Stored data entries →
===
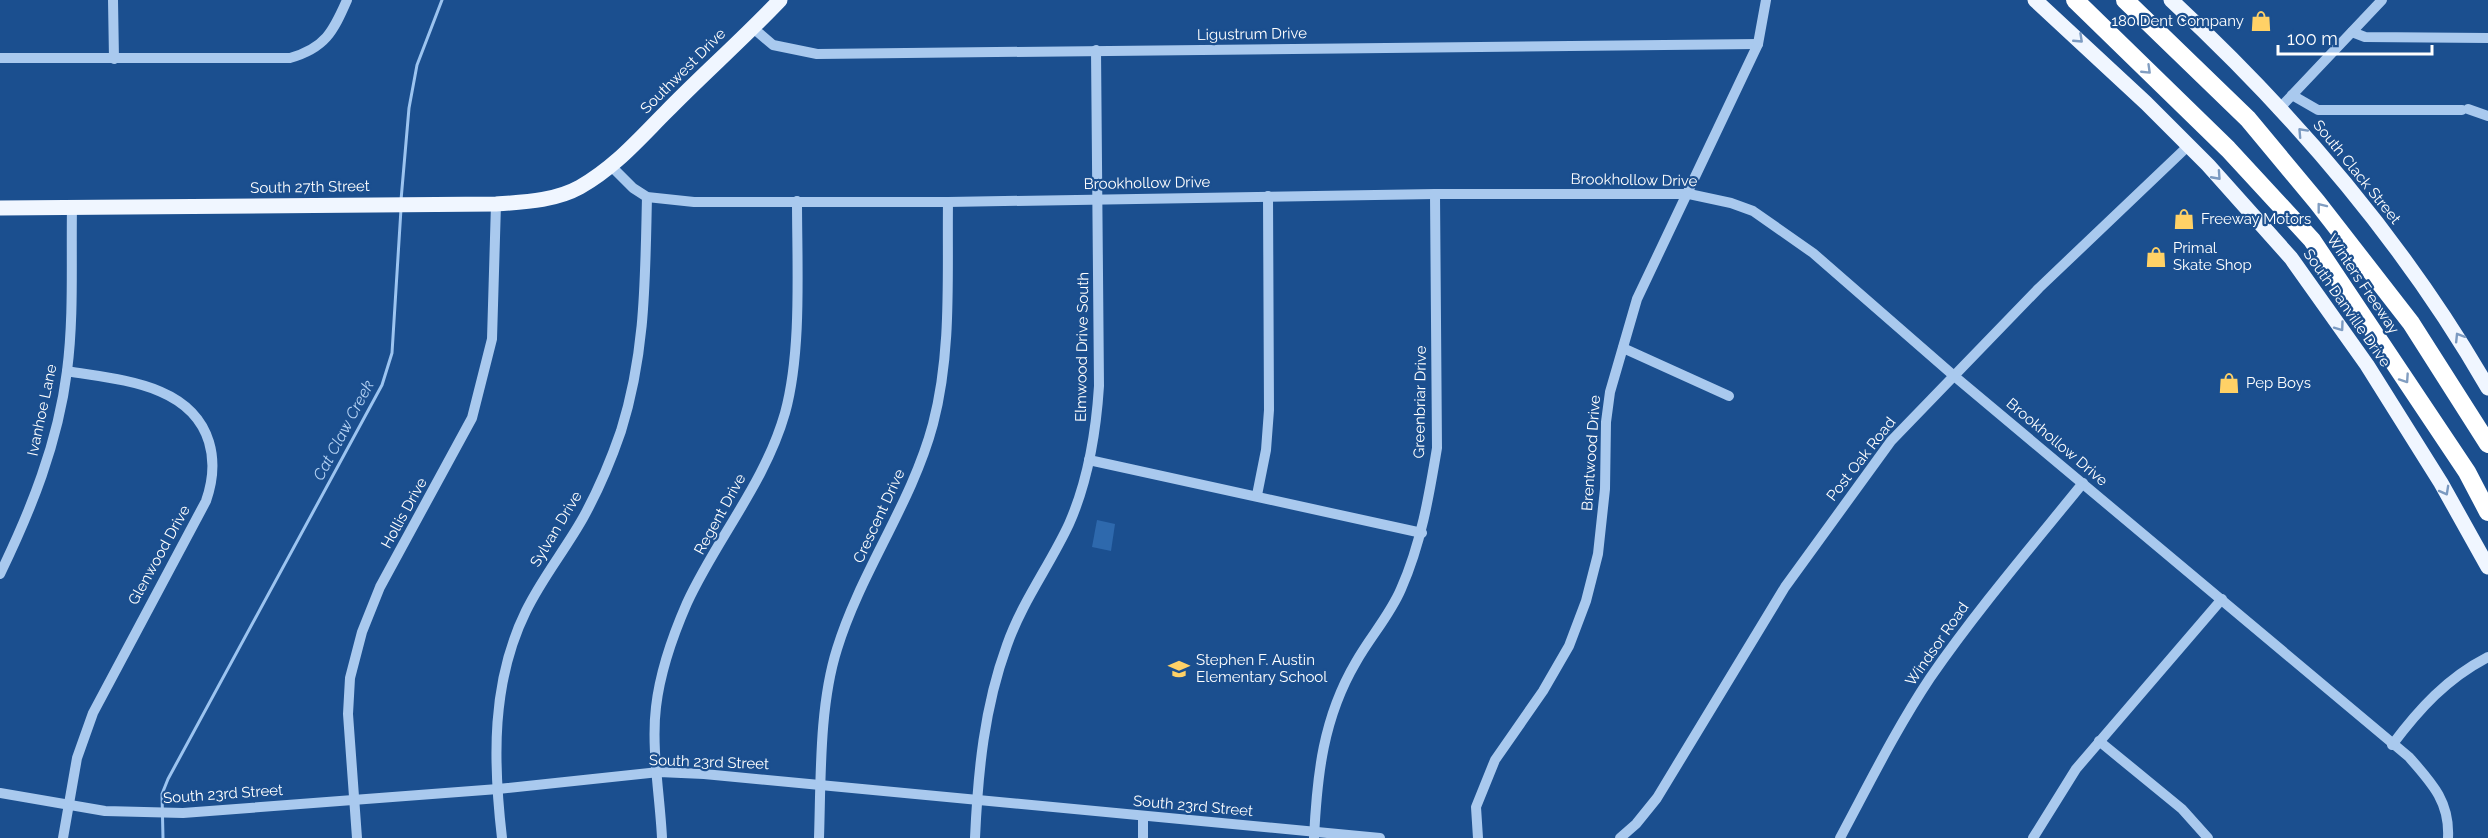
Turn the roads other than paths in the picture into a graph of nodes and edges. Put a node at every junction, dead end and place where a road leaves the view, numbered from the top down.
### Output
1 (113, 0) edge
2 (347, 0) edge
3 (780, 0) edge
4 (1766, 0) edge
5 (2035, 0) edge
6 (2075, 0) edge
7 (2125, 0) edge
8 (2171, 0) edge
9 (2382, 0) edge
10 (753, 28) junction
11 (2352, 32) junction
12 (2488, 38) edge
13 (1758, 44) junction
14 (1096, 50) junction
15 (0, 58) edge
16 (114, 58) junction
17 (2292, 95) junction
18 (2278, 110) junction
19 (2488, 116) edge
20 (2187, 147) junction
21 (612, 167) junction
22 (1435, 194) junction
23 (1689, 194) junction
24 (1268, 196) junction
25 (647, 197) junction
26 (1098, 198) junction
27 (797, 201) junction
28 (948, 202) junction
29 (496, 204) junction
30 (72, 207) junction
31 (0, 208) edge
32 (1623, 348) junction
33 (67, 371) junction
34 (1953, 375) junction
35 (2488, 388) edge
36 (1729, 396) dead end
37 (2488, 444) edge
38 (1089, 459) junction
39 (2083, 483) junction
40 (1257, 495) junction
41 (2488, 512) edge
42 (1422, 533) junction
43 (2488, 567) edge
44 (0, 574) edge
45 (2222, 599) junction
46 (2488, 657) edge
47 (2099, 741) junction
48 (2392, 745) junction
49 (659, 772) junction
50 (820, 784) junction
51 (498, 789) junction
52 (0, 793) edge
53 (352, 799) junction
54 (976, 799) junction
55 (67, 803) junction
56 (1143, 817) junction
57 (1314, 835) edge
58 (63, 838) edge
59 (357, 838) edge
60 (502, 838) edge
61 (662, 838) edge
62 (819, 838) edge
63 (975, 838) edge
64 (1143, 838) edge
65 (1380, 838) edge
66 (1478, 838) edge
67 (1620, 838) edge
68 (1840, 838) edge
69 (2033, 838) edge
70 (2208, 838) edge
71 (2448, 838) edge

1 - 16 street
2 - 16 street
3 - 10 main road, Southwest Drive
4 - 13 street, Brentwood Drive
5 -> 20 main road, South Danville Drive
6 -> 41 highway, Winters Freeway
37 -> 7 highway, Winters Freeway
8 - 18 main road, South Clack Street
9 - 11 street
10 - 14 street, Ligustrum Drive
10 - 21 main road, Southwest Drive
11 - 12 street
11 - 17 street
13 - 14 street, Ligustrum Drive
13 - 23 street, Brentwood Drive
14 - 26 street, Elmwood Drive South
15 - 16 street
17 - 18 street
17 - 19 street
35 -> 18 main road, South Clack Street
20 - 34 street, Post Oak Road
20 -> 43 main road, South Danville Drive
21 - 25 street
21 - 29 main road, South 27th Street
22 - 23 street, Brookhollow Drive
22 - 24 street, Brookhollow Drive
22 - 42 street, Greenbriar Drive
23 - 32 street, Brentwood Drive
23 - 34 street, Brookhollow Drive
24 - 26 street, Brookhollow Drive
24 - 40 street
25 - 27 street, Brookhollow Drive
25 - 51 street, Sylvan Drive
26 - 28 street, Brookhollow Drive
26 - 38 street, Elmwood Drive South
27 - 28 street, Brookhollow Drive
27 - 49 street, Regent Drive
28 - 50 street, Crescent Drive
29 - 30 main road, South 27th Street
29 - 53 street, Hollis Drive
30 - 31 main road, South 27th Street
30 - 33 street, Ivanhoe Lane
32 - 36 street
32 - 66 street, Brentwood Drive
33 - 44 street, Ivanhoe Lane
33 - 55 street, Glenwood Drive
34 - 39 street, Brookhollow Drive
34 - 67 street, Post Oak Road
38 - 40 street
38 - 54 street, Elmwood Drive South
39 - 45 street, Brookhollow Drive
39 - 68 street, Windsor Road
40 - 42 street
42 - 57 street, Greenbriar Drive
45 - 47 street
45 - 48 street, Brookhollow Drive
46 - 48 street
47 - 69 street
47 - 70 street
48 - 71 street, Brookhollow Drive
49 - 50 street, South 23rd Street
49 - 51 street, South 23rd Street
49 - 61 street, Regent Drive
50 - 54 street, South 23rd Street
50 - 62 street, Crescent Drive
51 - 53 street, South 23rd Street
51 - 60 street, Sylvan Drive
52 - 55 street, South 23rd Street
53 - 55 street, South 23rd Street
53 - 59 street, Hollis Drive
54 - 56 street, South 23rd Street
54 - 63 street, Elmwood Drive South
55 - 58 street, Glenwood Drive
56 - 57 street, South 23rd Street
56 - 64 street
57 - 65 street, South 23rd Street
===
Brief →
Where a line of the records above holds the word "Post", copy that line.

Exercise output →
20 - 34 street, Post Oak Road
34 - 67 street, Post Oak Road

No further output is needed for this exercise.